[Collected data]
"""

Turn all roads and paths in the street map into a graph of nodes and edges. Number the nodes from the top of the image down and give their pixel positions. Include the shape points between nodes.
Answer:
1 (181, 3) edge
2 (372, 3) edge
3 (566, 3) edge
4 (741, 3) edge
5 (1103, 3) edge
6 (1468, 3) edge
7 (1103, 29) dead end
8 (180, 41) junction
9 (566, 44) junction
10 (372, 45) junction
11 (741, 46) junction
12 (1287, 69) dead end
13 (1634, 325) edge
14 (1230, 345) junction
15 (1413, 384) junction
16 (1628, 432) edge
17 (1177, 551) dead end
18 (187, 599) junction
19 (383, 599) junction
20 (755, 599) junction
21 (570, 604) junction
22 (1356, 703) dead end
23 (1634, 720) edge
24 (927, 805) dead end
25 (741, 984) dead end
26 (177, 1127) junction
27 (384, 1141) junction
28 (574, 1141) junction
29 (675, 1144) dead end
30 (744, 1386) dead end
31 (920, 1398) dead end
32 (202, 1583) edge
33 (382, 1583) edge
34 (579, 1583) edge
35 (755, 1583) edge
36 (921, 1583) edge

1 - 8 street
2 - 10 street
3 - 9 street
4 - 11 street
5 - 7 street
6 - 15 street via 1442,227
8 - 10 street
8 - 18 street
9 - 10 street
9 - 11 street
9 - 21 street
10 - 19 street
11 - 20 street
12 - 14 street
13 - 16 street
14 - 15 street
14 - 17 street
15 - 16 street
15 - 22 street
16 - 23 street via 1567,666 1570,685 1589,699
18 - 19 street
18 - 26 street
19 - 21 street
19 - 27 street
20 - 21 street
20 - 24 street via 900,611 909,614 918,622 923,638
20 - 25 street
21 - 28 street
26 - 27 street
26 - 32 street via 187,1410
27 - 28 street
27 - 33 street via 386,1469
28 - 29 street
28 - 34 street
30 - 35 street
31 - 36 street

"""
"""

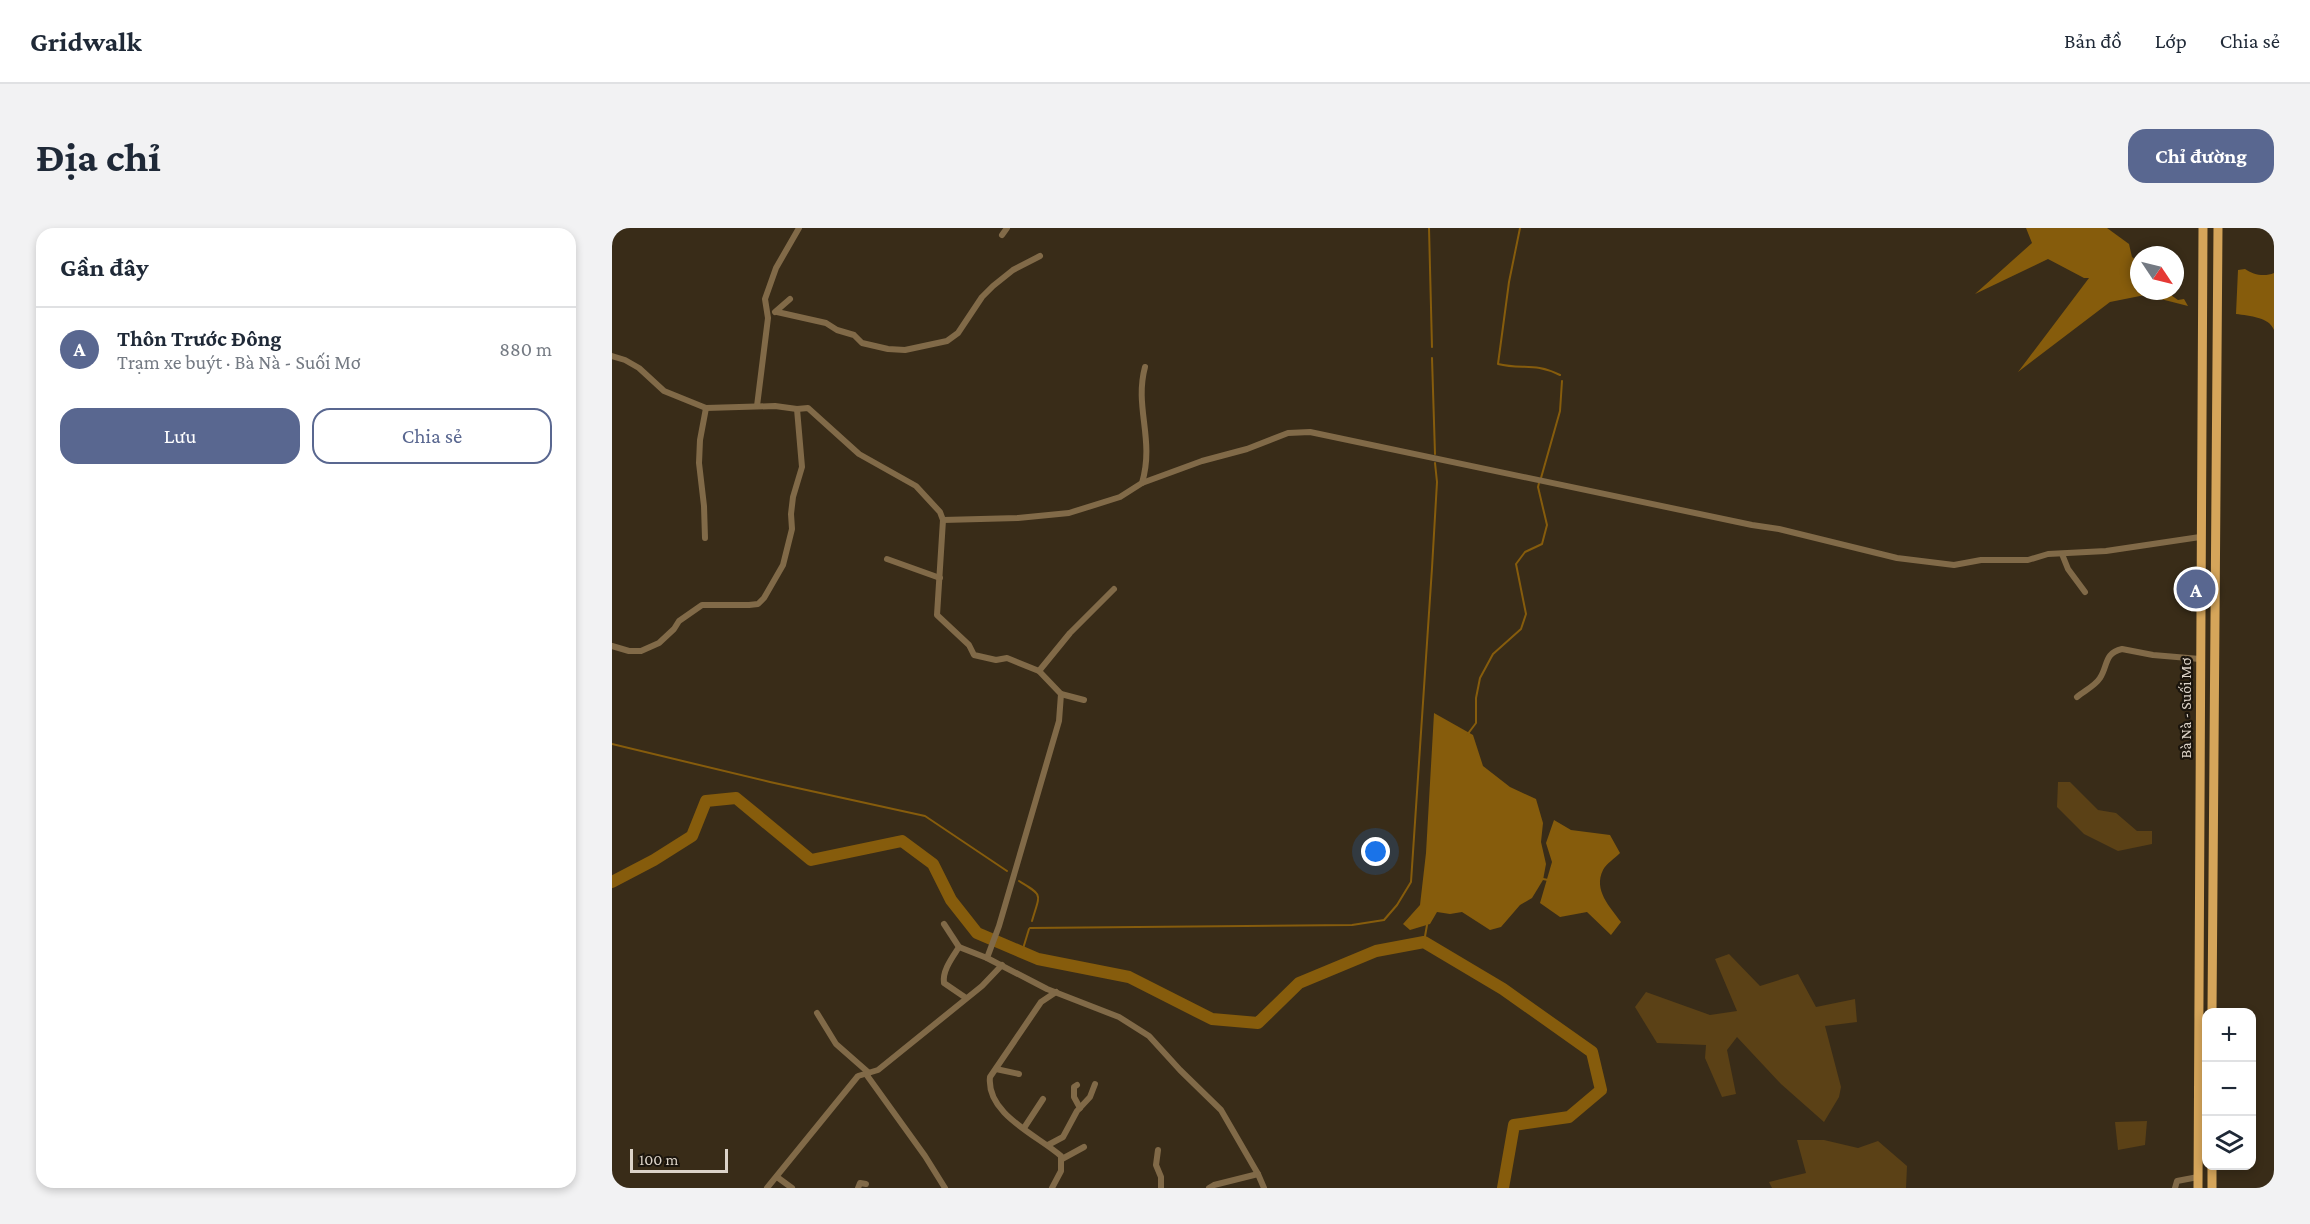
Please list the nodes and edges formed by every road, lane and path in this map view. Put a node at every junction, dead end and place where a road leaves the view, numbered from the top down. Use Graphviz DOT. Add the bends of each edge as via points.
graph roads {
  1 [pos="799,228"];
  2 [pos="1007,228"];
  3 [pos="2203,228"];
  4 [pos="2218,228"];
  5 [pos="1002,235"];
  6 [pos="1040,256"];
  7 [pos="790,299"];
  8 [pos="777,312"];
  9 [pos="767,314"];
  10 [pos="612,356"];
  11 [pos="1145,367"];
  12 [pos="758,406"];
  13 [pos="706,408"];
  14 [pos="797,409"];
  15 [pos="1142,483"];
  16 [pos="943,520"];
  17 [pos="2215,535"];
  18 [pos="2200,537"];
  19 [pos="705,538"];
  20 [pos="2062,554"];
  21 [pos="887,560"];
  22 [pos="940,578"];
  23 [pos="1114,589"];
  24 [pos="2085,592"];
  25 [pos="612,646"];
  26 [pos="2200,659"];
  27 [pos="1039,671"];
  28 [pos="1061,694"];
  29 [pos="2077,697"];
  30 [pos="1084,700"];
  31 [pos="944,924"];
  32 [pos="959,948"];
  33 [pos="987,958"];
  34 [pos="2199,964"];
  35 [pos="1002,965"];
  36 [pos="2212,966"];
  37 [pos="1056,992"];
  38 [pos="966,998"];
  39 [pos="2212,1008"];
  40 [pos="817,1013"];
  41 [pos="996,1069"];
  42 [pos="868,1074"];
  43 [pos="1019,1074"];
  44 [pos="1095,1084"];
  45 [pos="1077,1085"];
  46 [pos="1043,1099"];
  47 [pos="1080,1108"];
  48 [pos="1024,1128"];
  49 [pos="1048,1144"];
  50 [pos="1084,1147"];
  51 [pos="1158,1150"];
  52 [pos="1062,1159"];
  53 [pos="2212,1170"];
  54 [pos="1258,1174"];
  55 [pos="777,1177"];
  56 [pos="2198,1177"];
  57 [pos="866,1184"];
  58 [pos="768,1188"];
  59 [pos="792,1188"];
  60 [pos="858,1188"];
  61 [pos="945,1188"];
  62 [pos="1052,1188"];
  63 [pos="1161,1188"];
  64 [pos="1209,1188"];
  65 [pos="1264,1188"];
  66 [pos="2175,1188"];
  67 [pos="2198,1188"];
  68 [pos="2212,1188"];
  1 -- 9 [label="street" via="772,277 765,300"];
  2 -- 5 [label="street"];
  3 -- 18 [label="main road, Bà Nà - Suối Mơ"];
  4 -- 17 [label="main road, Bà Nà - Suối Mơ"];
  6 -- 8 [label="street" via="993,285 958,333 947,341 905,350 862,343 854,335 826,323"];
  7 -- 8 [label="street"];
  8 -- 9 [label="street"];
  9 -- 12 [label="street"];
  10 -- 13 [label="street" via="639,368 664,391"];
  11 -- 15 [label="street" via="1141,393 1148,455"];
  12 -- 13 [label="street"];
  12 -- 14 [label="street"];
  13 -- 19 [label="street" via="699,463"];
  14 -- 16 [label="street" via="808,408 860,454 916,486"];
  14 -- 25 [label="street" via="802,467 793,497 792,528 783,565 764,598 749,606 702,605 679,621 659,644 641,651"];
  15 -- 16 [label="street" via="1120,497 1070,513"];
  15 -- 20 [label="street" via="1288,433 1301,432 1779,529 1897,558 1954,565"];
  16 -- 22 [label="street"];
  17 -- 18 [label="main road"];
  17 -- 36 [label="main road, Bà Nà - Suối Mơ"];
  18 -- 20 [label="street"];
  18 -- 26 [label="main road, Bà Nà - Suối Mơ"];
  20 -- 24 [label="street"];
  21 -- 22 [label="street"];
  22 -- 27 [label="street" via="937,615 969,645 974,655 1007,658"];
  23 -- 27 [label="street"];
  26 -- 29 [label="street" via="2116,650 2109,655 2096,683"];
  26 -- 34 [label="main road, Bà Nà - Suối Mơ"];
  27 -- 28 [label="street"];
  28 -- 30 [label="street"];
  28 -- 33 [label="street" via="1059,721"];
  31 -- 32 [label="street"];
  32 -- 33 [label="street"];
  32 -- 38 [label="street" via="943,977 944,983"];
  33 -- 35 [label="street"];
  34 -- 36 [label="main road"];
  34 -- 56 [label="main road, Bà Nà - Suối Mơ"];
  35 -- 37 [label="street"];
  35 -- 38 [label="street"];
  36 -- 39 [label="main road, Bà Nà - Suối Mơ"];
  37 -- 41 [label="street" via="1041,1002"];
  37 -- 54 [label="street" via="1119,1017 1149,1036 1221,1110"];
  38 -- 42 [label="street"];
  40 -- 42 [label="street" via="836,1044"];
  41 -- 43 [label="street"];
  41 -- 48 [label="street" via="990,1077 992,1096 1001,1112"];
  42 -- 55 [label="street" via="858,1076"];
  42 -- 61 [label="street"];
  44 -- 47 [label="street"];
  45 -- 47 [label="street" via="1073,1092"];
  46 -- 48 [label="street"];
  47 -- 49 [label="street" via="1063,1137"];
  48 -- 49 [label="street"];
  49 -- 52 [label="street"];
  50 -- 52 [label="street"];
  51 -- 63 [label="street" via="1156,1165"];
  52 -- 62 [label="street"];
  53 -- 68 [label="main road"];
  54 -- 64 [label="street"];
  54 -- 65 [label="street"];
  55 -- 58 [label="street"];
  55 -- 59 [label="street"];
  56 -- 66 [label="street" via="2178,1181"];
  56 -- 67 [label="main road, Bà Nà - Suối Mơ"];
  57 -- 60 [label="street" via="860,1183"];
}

"""

Whenever the string "roads" shows up in a line above, copy that line.

WRITTEN ANSWER
Turn all roads and paths in the street map into a graph of nodes and edges. Number the nodes from the top of the image down and give their pixel positions. Include the shape points between nodes.
graph roads {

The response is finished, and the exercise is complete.